The executive editor of the National Enquirer says he plans to enter his paper's work on the John Edwards scandal for a Pulitzer Prize.

Don't laugh.

"It's clear we should be a contender for this," Barry Levine said by phone Thursday, hours after the former presidential candidate admitted what the paper had been reporting all along: that he is the father of Rielle Hunter's baby. "The National Enquirer, a supermarket tabloid, was able to publish this reporting."

While the staff never doubted its reports that Edwards had fathered a daughter with his former campaign videographer, Levine said, "there is vindication, finally. Mr. Edwards kept the story alive much longer than it needed to be kept alive with his denials. He has only himself to blame."

While the Enquirer stories may or may not be prize-winning material -- the paper's most significant disclosures came in 2007 and 2008, and this year's Pulitzers will honor material published in 2009 -- there is no question that the tabloid scooped the rest of the media world.
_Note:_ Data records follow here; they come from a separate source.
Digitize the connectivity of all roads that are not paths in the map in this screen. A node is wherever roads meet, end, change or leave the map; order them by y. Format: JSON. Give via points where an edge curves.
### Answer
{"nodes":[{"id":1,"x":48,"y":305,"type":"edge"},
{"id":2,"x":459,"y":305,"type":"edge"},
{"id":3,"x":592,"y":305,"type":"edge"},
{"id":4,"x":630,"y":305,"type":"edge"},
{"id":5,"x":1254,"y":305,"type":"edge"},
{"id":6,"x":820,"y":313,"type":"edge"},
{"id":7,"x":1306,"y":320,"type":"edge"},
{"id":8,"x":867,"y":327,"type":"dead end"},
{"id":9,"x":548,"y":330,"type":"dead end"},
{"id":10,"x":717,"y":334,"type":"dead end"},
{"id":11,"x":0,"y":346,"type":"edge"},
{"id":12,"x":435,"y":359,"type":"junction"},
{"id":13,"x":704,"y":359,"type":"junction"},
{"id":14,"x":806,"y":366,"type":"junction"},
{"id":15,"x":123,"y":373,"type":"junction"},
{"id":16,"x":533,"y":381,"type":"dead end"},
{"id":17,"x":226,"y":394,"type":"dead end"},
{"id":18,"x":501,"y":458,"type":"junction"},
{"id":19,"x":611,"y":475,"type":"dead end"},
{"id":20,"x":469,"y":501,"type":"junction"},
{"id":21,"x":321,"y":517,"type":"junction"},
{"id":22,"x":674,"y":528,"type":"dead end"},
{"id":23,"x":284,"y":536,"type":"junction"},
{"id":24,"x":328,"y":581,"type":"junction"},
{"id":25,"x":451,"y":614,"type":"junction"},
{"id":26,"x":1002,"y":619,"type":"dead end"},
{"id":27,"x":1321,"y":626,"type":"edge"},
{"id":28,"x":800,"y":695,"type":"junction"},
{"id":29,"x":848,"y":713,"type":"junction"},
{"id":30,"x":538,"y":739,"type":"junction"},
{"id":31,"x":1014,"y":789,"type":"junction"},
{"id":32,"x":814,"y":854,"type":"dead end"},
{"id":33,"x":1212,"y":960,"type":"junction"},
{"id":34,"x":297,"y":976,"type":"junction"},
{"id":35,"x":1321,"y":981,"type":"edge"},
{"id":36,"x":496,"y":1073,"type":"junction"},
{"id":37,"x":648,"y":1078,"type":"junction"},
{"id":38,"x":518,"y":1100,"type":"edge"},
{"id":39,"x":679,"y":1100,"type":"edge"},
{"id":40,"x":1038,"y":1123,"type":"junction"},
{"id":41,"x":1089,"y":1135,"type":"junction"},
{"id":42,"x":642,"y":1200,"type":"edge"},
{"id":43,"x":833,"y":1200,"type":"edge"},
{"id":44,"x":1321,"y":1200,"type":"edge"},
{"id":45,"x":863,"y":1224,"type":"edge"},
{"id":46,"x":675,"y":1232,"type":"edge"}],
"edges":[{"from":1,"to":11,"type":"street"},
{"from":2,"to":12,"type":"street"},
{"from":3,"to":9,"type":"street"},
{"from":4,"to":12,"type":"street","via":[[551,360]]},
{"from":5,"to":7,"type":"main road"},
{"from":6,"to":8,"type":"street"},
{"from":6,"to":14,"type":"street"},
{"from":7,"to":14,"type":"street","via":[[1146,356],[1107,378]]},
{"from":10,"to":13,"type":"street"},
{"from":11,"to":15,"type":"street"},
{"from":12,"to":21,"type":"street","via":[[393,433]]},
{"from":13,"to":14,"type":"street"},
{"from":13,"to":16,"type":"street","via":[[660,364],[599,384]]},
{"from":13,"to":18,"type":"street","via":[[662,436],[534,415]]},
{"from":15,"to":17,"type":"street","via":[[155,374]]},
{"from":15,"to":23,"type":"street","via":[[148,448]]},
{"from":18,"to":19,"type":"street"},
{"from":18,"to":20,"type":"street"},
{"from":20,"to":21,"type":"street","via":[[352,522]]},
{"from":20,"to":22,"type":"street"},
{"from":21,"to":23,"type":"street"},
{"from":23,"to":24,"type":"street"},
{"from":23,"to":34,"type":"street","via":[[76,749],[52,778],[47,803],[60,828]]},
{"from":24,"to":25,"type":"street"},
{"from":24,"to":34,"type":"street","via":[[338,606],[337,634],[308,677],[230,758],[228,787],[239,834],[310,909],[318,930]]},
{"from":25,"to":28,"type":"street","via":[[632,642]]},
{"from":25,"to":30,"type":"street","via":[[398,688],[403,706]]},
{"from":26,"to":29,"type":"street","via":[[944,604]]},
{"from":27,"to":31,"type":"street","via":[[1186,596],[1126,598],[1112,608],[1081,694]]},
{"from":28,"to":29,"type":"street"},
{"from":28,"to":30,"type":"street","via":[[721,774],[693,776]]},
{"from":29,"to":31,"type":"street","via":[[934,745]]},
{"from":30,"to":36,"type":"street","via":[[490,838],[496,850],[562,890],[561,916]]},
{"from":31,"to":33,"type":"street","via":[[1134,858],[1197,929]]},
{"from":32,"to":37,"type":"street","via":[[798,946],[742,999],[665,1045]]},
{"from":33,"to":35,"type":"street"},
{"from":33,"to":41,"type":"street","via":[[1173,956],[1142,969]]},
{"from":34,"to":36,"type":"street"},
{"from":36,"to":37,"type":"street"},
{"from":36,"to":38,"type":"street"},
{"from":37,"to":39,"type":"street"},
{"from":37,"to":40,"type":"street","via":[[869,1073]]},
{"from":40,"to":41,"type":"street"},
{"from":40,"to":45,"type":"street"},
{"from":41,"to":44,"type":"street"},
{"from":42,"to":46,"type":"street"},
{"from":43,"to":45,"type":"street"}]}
When the Enquirer first reported in 2007 that Edwards had had an affair with Hunter, the former North Carolina senator dismissed the account as tabloid trash. The rest of the media, having no independent proof, steered clear of the story, even as Edwards, aided by his cancer-stricken wife Elizabeth, was mounting an aggressive campaign for the 2008 Democratic presidential nomination.

COMMENT:  The rest of the media had no independent proof because it wasn't interested in the story.  Edwards was posing as a populist liberal, and he got a pass.  It wasn't the first time, and it won't be the last.

The Enquirer won't get a Pulitzer, but the incident is instructive:  Sometimes the best journalism is done by the least likely people.  Often the the most mediocre, the laziest, the most conventional journalism is done by "respectable" journalists who go to tea in Georgetown and never dig beneath the surface, especially when favored people are involved.

You know, maybe Columbia could do us all a favor by awarding a special Pulitzer to the Enquirer, just to put a scare into the usual suspects.  Like chicken soup, it can't hurt.